19 February 2021
Paediatric palliative care services in low–income countries compete for resources with many other priorities both in paediatric health services, and within the whole health system. Their provision is desirable and the development of a sustainable service that would include advocacy, training programmes for health and community care workers, policy development and mentorship, requires a substantial budget which at present the Gambian Ministry of Health (MoH) is currently unable to provide.
When I heard Mrs Lyn Gould from the Butterfly Hospice in China give a presentation on caring for children with palliative care needs, I was inspired to explore ways of starting up a palliative care service in the Gambia which has a large unmet need of children living with life-threatening and life-limiting conditions. On enquiring about the process of initiating such a service, Mrs Lyn Gould referred me to the International Children’s Palliative Care Network (ICPCN) for technical support, and discussions between the ICPCN and MoH commenced. We compiled a project plan but unfortunately there were no funds to implement it. The timely call by THET for start-up grants under its Africa Grants Programme provided an ideal opportunity to begin a plan for paediatric palliative care. We developed an application in collaboration with a number of UK and African partners and, following introductions by the ICPCN, we initiated a new partnership with the University of Edinburgh with a long-term view to develop the much-needed children’s palliative care services in The Gambia.
This made it possible for the MoH in conjunction with University of Edinburgh Global Health Academy and the Paediatric Association of The Gambia to set out to deliver a needs assessment for paediatric palliative care in five different hospital settings in The Gambia. The goal of the project was to provide the evidence needed to establish and integrate paediatric palliative care training and service delivery into health services in the Gambia and to draw together and strengthen the small community of clinical and health staff with an interest in paediatric palliative care.
As part of the needs assessment, we conducted semi-structured interviews were performed involving 17 staff working with children in 4 different hospitals and a health clinic. to understand the need for children’s palliative care in The Gambia and to assess if any services are currently being provided .
In these interviews, local nurses and doctors expressed their concern that children often have surgically curable diseases, such as cardiovascular disease, but no access to surgical services. As a result, they suffer and die in significant pain.
All interviewees reported a huge need for Palliative Care services for children and stated that the lack of care was a national problem, as currently there are no services available. Most noted that this was distressing for patients, families and health professionals.
‘’Knowing that we are lacking everything for children’s palliative care services in The Gambia after the needs assessment. It stimulated me to strengthen collaboration with partners and opted for further training on paediatric palliative care so as to champion the development of a sustainable children’s palliative care services in The Gambia.’’ – Mansur sowe project lead coordinator Gambia.
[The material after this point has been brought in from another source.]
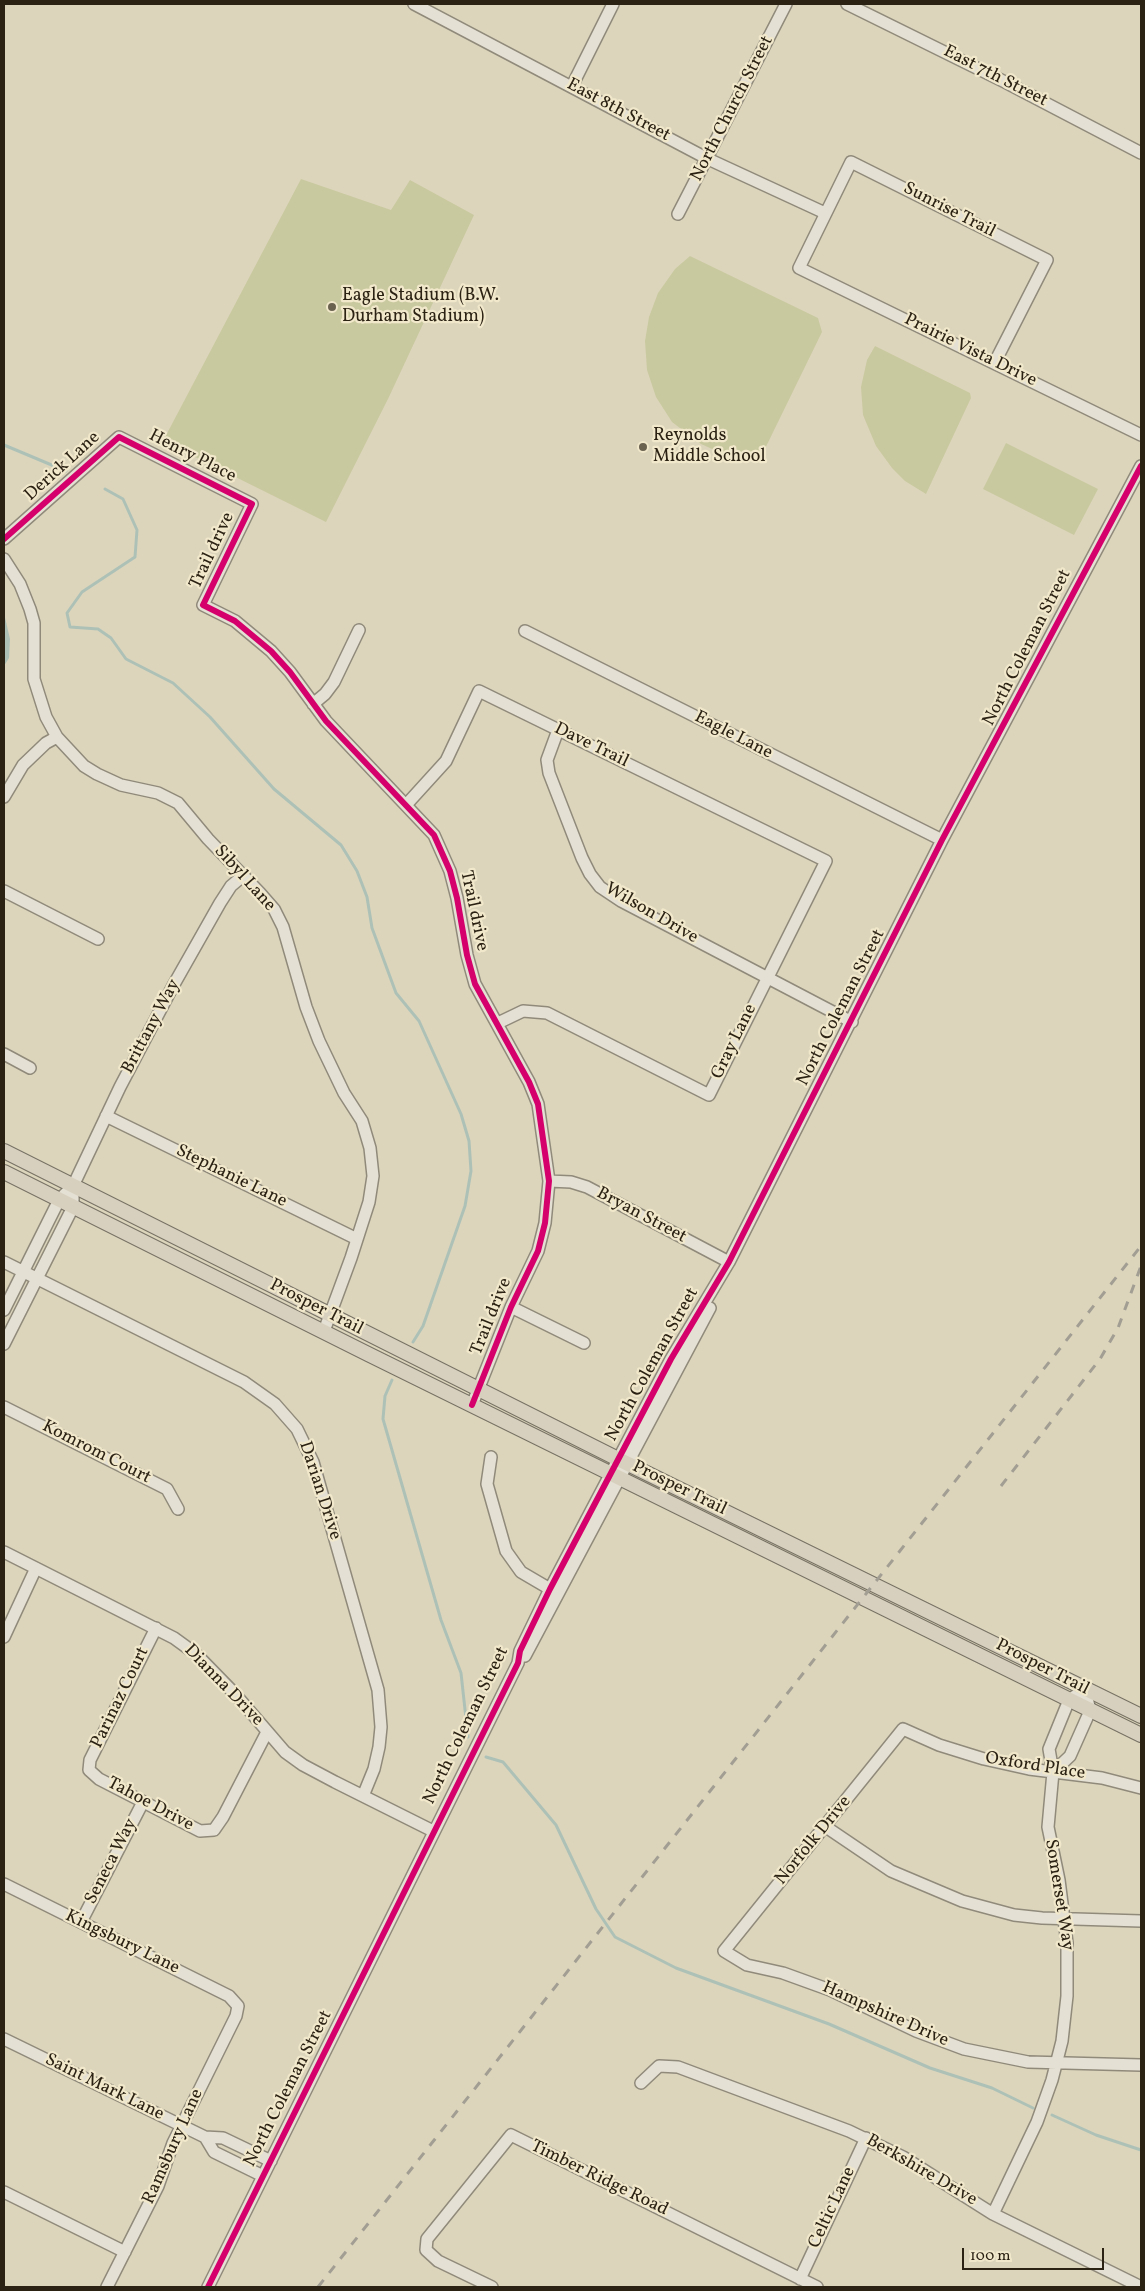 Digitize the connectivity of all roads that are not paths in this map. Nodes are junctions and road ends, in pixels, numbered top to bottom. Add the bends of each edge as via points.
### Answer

The partnership worked well in highlighting paediatric palliative care to nurses and paediatricians and in measuring the desire for training in all aspects of palliative care. Whilst we had planned a training programme onsite, this had to be changed to an online programme due to COVID-19. However, it went ahead and was a very exciting programme which had significant MoH profile and also media coverage. Following the training, health workers had a better understanding of paediatric palliative care, common symptoms and their management and end-of-life care.
Prof Liz Grant from the University of Edinburgh stated “I almost wept when I was participating in this training programme at the end of November as I listened to the commitment of partners in working to build up paediatric palliative care against so many odds. Partners spoke of the urgency to deliver services. We have so much to learn in Scotland on how we can work together to understand the larger challenges of our world’.’
Our small project received support from the Deputy Head of the Paediatric Unit EFSTH, Dr Makalo. He gave a statement noting that dealing with children diagnosed with terminal conditions in hospital wards without providing any palliation is very discomforting to cope with. He looks forward to achieving sustainable children’s palliative care services in the Gambia.
I acknowledge the efforts of Prof Julia Downing, Prof Liz Grant, UK volunteers, Dr Deborah Shanks, Dr Malcom Macrae and their Gambian counterparts, minister of Health Gambia Dr samateh, Dr Jainaba Sey and Dr Lamin Makalo, for supporting me through the THET project, which has identified a great need for children’s palliative care in the Gambia and has improved understanding of trained healthcare workers on defining and managing paediatric palliative care.
I believe that this partnership will be the start of greater collaboration in improving children’s health and wellbeing in the Gambia and we look forward to ongoing partnership with the University of Edinburgh, the ICPCN and the Paediatric Association of the Gambia. Now is the time for paediatric palliative care.